Les responsables musulmans demandent des excuses au Danemark. Plusieurs milliers de musulmans manifestent à Copenhague.

Début 2006, l’Arabie saoudite rappelle son ambassadeur à Copenhague, le boycott de produits danois s’étend au monde arabe. Sur internet, plusieurs sites danois sont attaqués par des pirates informatiques.

– Polémique planétaire –

Plusieurs journaux européens, notamment le magazine norvégien Magazinet et Charlie Hebdo en France, publient à leur tour les caricatures, au nom de la liberté de la presse. La polémique devient planétaire.

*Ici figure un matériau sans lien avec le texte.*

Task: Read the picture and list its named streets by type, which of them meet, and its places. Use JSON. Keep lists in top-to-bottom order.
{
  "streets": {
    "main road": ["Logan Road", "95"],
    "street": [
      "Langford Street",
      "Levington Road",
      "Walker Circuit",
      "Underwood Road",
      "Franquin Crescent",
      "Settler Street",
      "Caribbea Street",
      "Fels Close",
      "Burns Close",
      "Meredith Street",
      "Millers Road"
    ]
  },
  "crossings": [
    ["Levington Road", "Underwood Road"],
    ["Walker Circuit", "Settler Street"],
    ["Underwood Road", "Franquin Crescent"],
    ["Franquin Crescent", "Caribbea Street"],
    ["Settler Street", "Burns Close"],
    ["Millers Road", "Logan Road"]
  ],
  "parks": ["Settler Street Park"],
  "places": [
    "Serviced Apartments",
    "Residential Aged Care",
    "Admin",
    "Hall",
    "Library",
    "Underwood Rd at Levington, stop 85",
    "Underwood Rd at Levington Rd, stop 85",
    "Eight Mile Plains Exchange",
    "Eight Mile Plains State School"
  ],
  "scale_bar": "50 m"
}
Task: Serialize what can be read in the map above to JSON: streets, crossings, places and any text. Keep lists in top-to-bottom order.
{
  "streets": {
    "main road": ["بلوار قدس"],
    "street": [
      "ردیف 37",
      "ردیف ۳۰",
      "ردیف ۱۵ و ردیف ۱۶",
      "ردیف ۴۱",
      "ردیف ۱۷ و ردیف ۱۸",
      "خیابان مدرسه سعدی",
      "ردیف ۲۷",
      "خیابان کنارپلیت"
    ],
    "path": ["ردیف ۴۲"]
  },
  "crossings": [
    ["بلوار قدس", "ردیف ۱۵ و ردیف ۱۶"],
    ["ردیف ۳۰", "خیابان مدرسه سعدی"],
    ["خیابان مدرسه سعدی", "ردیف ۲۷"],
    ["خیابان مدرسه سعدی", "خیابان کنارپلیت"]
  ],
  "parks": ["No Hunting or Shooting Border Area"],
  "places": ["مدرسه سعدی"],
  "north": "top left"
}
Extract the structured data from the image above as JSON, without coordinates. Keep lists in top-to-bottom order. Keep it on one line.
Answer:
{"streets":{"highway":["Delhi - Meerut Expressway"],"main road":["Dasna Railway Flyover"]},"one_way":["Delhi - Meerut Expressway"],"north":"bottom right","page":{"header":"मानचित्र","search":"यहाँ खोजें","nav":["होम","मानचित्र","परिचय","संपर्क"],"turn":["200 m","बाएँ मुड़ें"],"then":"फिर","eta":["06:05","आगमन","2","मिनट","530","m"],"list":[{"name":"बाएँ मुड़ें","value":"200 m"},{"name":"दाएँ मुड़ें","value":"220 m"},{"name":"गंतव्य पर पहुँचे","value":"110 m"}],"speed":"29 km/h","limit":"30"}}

A Gaza, des groupes armés menacent de s’en prendre à des journalistes occidentaux. A Damas, Beyrouth et Téhéran, en Indonésie, en Somalie, au Nigeria, en Afghanistan, des manifestations violentes, des attaques et incendies d’ambassades européennes, font plusieurs dizaines de morts.

Des journalistes et dirigeants de publications, poursuivis en justice, sont relaxés: Philippe Val, alors directeur de Charlie Hebdo en mars 2007, puis des journalistes algériens de la télévision publique en octobre.

En février 2008, alors que la situation semble s’être calmée, la réédition par 17 journaux danois de la caricature la plus controversée, après un plan avorté d’attentat contre son auteur, ravive la colère de nombreux pays musulmans.

– Série d’attaques –

En juin 2008, un attentat suicide, revendiqué par Al-Qaïda, contre l’ambassade du Danemark à Islamabad fait six morts.

Début 2010, un Somalien armé d’une hache est appréhendé par la police danoise dans la maison de Kurt Westergaard, qu’il voulait tuer, selon la police.

En février 2015, un Danois d’origine palestinienne ouvre le feu sur un centre culturel de Copenhague lors d’un débat sur la liberté d’expression avec en vedette le dessinateur suédois Lars Vilks, dont une caricature de Mahomet dans un corps de chien avait soulevé des protestations dans le monde musulman en 2007. Il tue deux personnes.

En mai 2015 aux Etats-Unis, la police abat deux hommes armés qui ont ouvert le feu en banlieue de Dallas (Texas) près d’un centre abritant un concours de caricatures de Mahomet organisé par l’association American Freedom Defense Initiative, avec pour invité le député néerlandais Geert Wilders, auteur en 2008 d’un film amalgamant terrorisme et islam.

– L’attentat contre Charlie Hebdo –

En novembre 2011, un incendie criminel détruit le siège de Charlie Hebdo lors de la publication d’une édition rebaptisée « Charia Hebdo » avec le prophète caricaturé en Une.

Le 7 janvier 2015, deux Français jihadistes tuent douze personnes, dont cinq dessinateurs, au siège de l’hebdomadaire, qui faisait l’objet de menaces de mort pour ses publications de caricatures de Mahomet. Les assaillants seront abattus par des gendarmes à leur troisième jour de fuite.

La publication une semaine plus tard d’un numéro du journal avec en Une un dessin représentant Mahomet suscite de violentes manifestations dans le monde musulman avec notamment dix morts au Niger.

Le 2 septembre 2020, à l’occasion de l’ouverture à Paris du procès de l’attentat contre Charlie Hebdo, le journal republie les caricatures de Mahomet, une réédition condamnée par plusieurs pays musulmans. Al-Qaïda menace d’attaquer à nouveau la rédaction.

Le 25, un Pakistanais blesse gravement au hachoir deux personnes près des anciens locaux de Charlie Hebdo, qui a déménagé après l’attentat dans un lieu tenu secret. Il explique son geste par « les caricatures du prophète Mahomet qui ont été faites ».